Hessian Matrix: Second-Order Information

Definition

\[\nabla^2 f(x) = \begin{bmatrix} \frac{\partial^2 f}{\partial x_1^2} & \frac{\partial^2 f}{\partial x_1 \partial x_2} & \cdots & \frac{\partial^2 f}{\partial x_1 \partial x_n} \\ \frac{\partial^2 f}{\partial x_2 \partial x_1} & \frac{\partial^2 f}{\partial x_2^2} & \cdots & \frac{\partial^2 f}{\partial x_2 \partial x_n} \\ \vdots & \vdots & \ddots & \vdots \\ \frac{\partial^2 f}{\partial x_n \partial x_1} & \frac{\partial^2 f}{\partial x_n \partial x_2} & \cdots & \frac{\partial^2 f}{\partial x_n^2} \end{bmatrix}\]

Symmetric (if \(f \in C^2\)): \(\frac{\partial^2 f}{\partial x_i \partial x_j} = \frac{\partial^2 f}{\partial x_j \partial x_i}\)
Determines curvature of \(f\)
Used in optimality conditions and Newton’s method

Jacobian: Vector-Valued Functions

For \(F: \mathbb{R}^n \to \mathbb{R}^m\) with \(F(x) = [F_1(x), F_2(x), \ldots, F_m(x)]^T\):

\[J_F(x) = \begin{bmatrix} \frac{\partial F_1}{\partial x_1} & \cdots & \frac{\partial F_1}{\partial x_n} \\ \vdots & \ddots & \vdots \\ \frac{\partial F_m}{\partial x_1} & \cdots & \frac{\partial F_m}{\partial x_n} \end{bmatrix}\]

Example

\[\begin{aligned} \text{For}~F(x,y) &= \begin{bmatrix} x^2y \\ \sin(x+y) \\ e^{xy} \end{bmatrix}: \\ J_F &= \begin{bmatrix} 2xy & x^2 \\ \cos(x+y) & \cos(x+y) \\ ye^{xy} & xe^{xy} \end{bmatrix} \end{aligned}\]

Note: When \(m=1\), \(J_F = \nabla F^T\)

Taylor’s Theorem in \(\mathbb{R}^n\)

Theorem: First-Order Approximation

For \(f \in C^1\):

\[f(x + \Delta x) \approx f(x) + \nabla f(x)^T \Delta x\]

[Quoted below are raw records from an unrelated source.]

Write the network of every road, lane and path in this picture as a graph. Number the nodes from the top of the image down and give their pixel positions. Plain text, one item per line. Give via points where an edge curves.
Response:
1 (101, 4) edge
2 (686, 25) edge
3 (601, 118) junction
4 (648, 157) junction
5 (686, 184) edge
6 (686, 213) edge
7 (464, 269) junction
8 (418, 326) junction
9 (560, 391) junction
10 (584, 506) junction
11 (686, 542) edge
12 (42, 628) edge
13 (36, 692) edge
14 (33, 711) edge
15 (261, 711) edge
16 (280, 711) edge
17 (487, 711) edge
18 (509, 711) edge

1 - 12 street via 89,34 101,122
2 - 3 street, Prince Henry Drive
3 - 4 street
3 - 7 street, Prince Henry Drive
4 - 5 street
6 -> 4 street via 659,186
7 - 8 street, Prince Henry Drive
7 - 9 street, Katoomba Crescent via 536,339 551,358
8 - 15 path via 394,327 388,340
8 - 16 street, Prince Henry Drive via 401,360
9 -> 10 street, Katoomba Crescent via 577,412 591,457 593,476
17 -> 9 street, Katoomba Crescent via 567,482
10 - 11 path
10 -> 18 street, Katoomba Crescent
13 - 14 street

Theorem : Second-Order Approximation

For \(f \in C^2\):

\[f(x + \Delta x) \approx f(x) + \nabla f(x)^T \Delta x + \frac{1}{2} \Delta x^T \nabla^2 f(x) \Delta x\]

Error Analysis

First-order error: \(O(\|\Delta x\|^2)\)
Second-order error: \(O(\|\Delta x\|^3)\)

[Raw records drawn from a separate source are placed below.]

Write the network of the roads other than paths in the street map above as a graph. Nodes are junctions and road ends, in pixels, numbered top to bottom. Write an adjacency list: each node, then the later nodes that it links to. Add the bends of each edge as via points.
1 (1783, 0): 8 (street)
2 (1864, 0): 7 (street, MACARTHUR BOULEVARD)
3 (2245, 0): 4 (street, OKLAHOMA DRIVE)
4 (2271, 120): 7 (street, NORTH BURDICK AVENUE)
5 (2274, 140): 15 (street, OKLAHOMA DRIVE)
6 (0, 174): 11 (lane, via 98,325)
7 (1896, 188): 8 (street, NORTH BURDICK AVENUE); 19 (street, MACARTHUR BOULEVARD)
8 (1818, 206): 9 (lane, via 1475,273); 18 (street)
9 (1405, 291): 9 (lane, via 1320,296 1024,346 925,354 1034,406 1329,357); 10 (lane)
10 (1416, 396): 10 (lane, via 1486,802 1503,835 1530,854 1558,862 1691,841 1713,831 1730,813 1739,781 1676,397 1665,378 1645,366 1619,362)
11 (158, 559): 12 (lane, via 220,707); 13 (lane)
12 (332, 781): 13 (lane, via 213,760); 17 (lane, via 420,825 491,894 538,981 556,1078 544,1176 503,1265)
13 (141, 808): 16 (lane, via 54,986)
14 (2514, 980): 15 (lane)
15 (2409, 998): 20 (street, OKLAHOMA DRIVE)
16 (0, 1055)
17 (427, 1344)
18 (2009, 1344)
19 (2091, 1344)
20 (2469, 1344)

Why Taylor Series Matter in Optimization

Algorithm Design Foundation

Gradient descent: Uses 1st-order approximation
Newton’s method: Uses 2nd-order approximation
Quasi-Newton methods: Approximate 2nd-order info

Example: Quadratic Model

At each iteration, approximate \(f\) by quadratic:

\[q(s) = f(x_k) + \nabla f(x_k)^T s + \frac{1}{2} s^T B_k s\]

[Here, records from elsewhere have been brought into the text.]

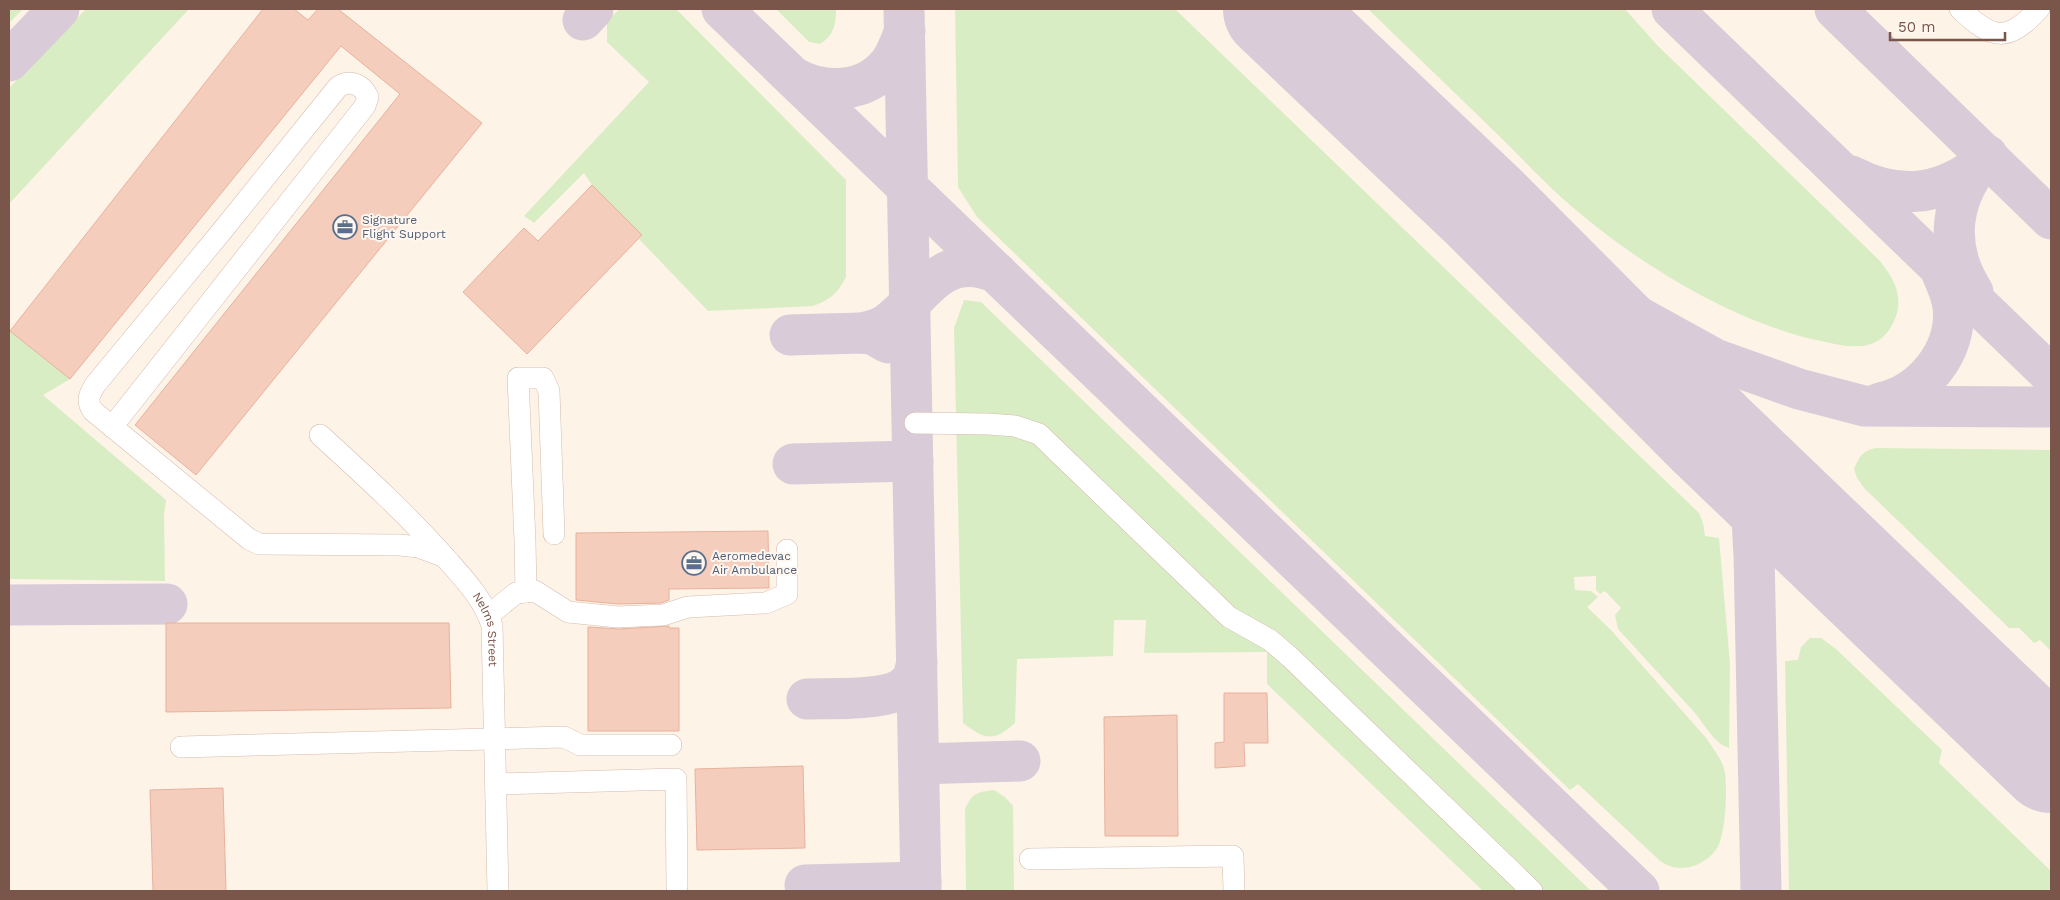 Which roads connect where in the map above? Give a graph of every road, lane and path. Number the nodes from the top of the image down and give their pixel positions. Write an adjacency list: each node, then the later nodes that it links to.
1 (1960, 9): 2 (lane)
2 (2039, 9)
3 (916, 423): 19 (lane)
4 (112, 427): 4 (lane); 8 (lane)
5 (320, 435): 8 (lane, Nelms Street)
6 (554, 534): 9 (lane)
7 (787, 550): 9 (lane)
8 (445, 557): 10 (lane, Nelms Street)
9 (526, 592): 10 (lane)
10 (489, 615): 11 (lane, Nelms Street)
11 (495, 740): 12 (lane); 13 (lane); 14 (lane, Nelms Street)
12 (671, 745)
13 (181, 747)
14 (496, 784): 17 (lane); 18 (lane, Nelms Street)
15 (1030, 859): 16 (lane)
16 (1234, 883)
17 (678, 887)
18 (498, 891)
19 (1532, 891) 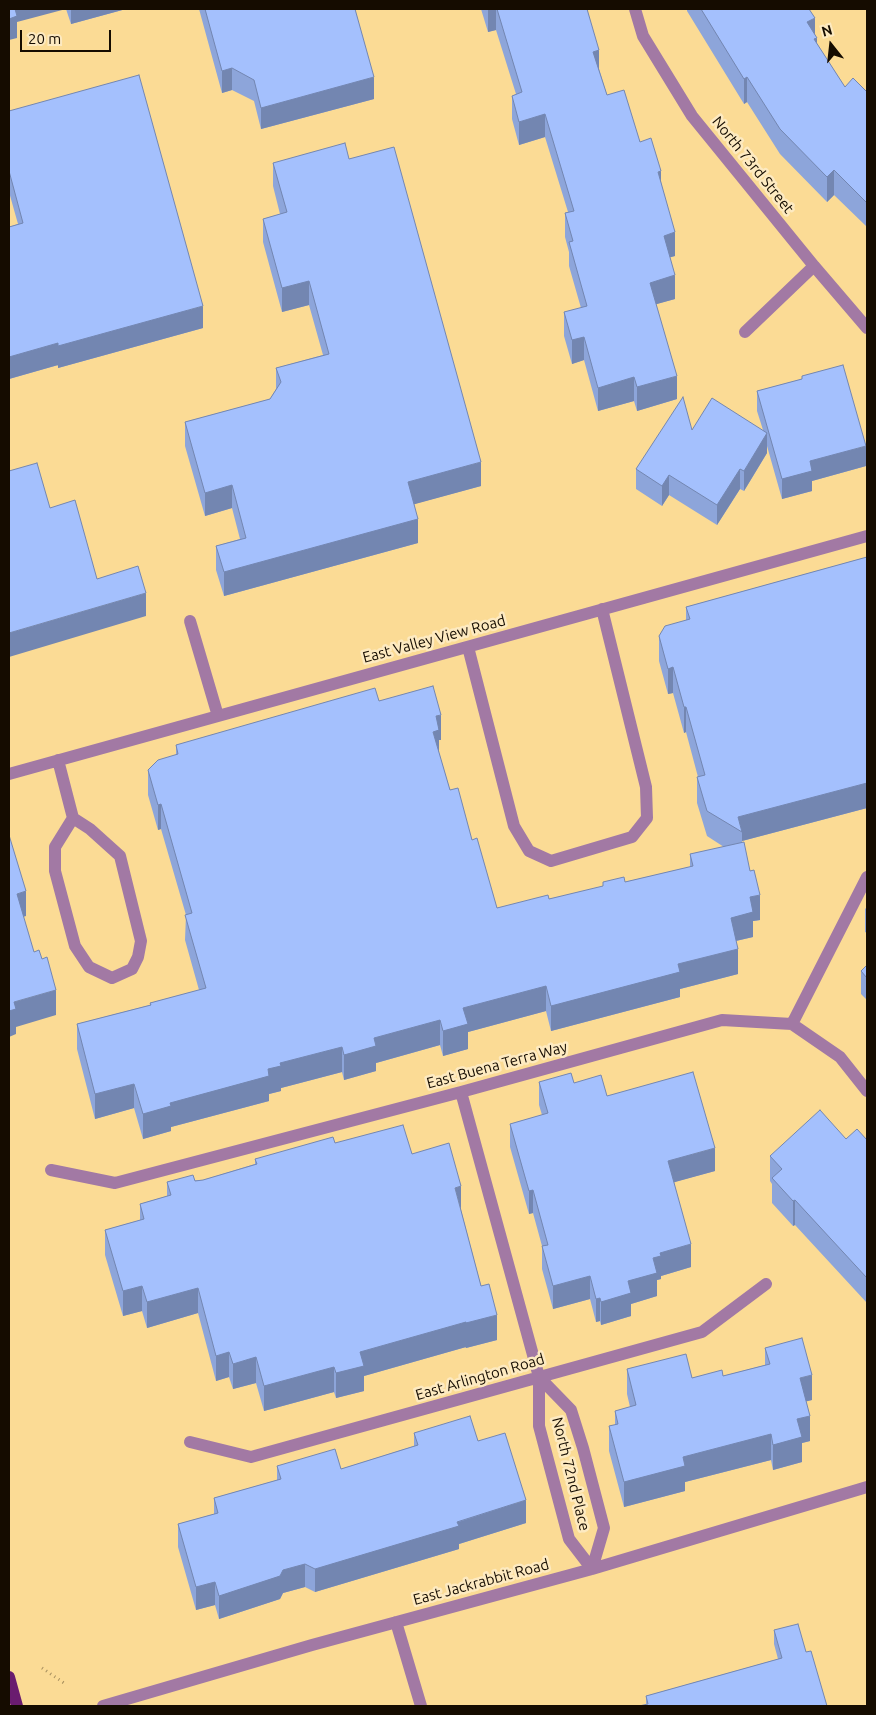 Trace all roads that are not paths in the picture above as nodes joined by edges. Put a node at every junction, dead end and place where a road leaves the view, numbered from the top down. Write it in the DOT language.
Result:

where \(B_k \approx \nabla^2 f(x_k)\)

Local vs. Global Behavior

Taylor approximations are local - accuracy decreases with distance from expansion point

Convex Sets and Their Properties

Definition : Convex Set

A set \(S \subseteq \mathbb{R}^n\) is convex if:

\[\forall x, y \in S, \forall \lambda \in [0,1]: \lambda x + (1-\lambda) y \in S\]

Examples of Convex Sets

Hyperplanes: \(\{x \mid a^T x = b\}\)
Half-spaces: \(\{x \mid a^T x \leq b\}\)
Balls: \(\{x \mid \|x - c\| \leq r\}\)
Intersection of convex sets is convex

Convex Functions

A function \(f: S \to \mathbb{R}\) on convex set \(S\) is convex if:

\[\forall x, y \in S, \forall \lambda \in [0,1]: f(\lambda x + (1-\lambda) y) \leq \lambda f(x) + (1-\lambda) f(y)\]

Strictly Convex

If inequality is strict for \(x \neq y\) and \(\lambda \in (0,1)\)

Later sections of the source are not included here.